I'd like the entries repeated exactly, without their pictures.

- Opening Delimiter -

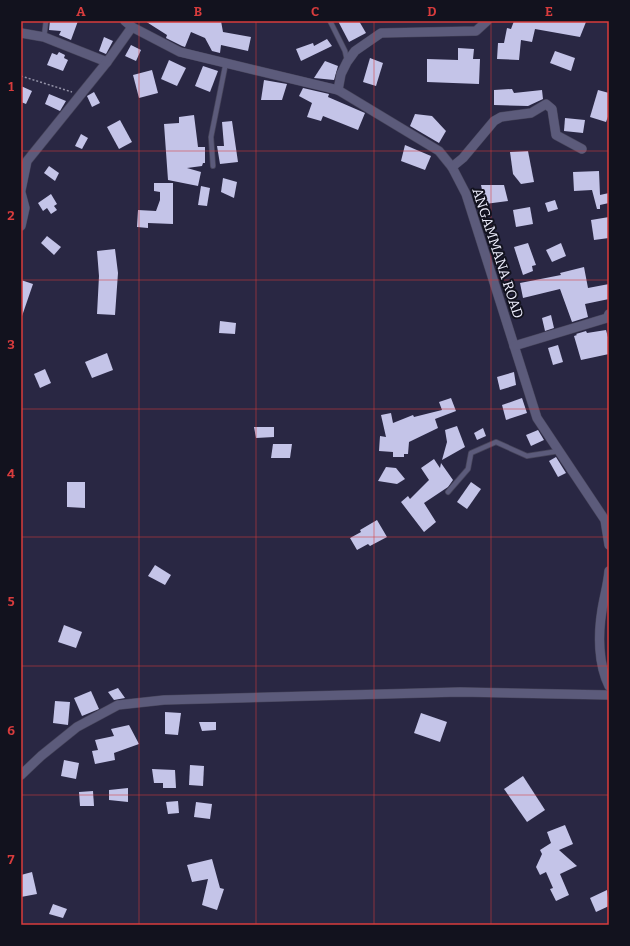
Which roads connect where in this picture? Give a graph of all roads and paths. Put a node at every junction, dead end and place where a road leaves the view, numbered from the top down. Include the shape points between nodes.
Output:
1 (46, 21) edge
2 (330, 21) edge
3 (487, 21) edge
4 (128, 24) edge
5 (21, 33) edge
6 (44, 37) junction
7 (107, 62) junction
8 (226, 62) junction
9 (347, 62) junction
10 (21, 76) edge
11 (338, 90) junction
12 (77, 98) junction
13 (582, 149) dead end
14 (213, 166) dead end
15 (452, 167) junction
16 (21, 192) edge
17 (21, 226) edge
18 (609, 314) edge
19 (514, 346) junction
20 (559, 452) junction
21 (448, 492) dead end
22 (609, 545) edge
23 (609, 571) edge
24 (609, 686) edge
25 (609, 695) edge
26 (21, 775) edge

1 - 6 lane
2 - 9 lane via 345,51
3 - 9 street via 476,31 381,33 356,51
4 - 7 street
4 - 8 street, ANGAMMANA ROAD via 180,52
5 - 6 street
6 - 7 street
7 - 12 street
8 - 11 street, ANGAMMANA ROAD
8 - 14 lane via 211,137
9 - 11 street via 341,74
10 - 12 path via 71,91
11 - 15 street, ANGAMMANA ROAD via 439,151
12 - 16 street via 27,161
13 - 15 street via 556,135 552,110 546,104 531,113 501,117 494,121 463,158
15 - 19 street, ANGAMMANA ROAD via 466,194
16 - 17 street via 25,208
18 - 19 street via 607,318
19 - 20 street, ANGAMMANA ROAD via 537,418
20 - 21 lane via 528,456 496,442 489,444 471,453 468,468
20 - 22 street, ANGAMMANA ROAD via 605,520
23 - 24 street via 601,611 600,651
25 - 26 street via 460,692 164,700 118,705 77,727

- Closing Delimiter -

Response for this exercise
Which roads connect where in this picture? Give a graph of all roads and paths. Put a node at every junction, dead end and place where a road leaves the view, numbered from the top down. Include the shape points between nodes.
Output:
1 (46, 21) edge
2 (330, 21) edge
3 (487, 21) edge
4 (128, 24) edge
5 (21, 33) edge
6 (44, 37) junction
7 (107, 62) junction
8 (226, 62) junction
9 (347, 62) junction
10 (21, 76) edge
11 (338, 90) junction
12 (77, 98) junction
13 (582, 149) dead end
14 (213, 166) dead end
15 (452, 167) junction
16 (21, 192) edge
17 (21, 226) edge
18 (609, 314) edge
19 (514, 346) junction
20 (559, 452) junction
21 (448, 492) dead end
22 (609, 545) edge
23 (609, 571) edge
24 (609, 686) edge
25 (609, 695) edge
26 (21, 775) edge

1 - 6 lane
2 - 9 lane via 345,51
3 - 9 street via 476,31 381,33 356,51
4 - 7 street
4 - 8 street, ANGAMMANA ROAD via 180,52
5 - 6 street
6 - 7 street
7 - 12 street
8 - 11 street, ANGAMMANA ROAD
8 - 14 lane via 211,137
9 - 11 street via 341,74
10 - 12 path via 71,91
11 - 15 street, ANGAMMANA ROAD via 439,151
12 - 16 street via 27,161
13 - 15 street via 556,135 552,110 546,104 531,113 501,117 494,121 463,158
15 - 19 street, ANGAMMANA ROAD via 466,194
16 - 17 street via 25,208
18 - 19 street via 607,318
19 - 20 street, ANGAMMANA ROAD via 537,418
20 - 21 lane via 528,456 496,442 489,444 471,453 468,468
20 - 22 street, ANGAMMANA ROAD via 605,520
23 - 24 street via 601,611 600,651
25 - 26 street via 460,692 164,700 118,705 77,727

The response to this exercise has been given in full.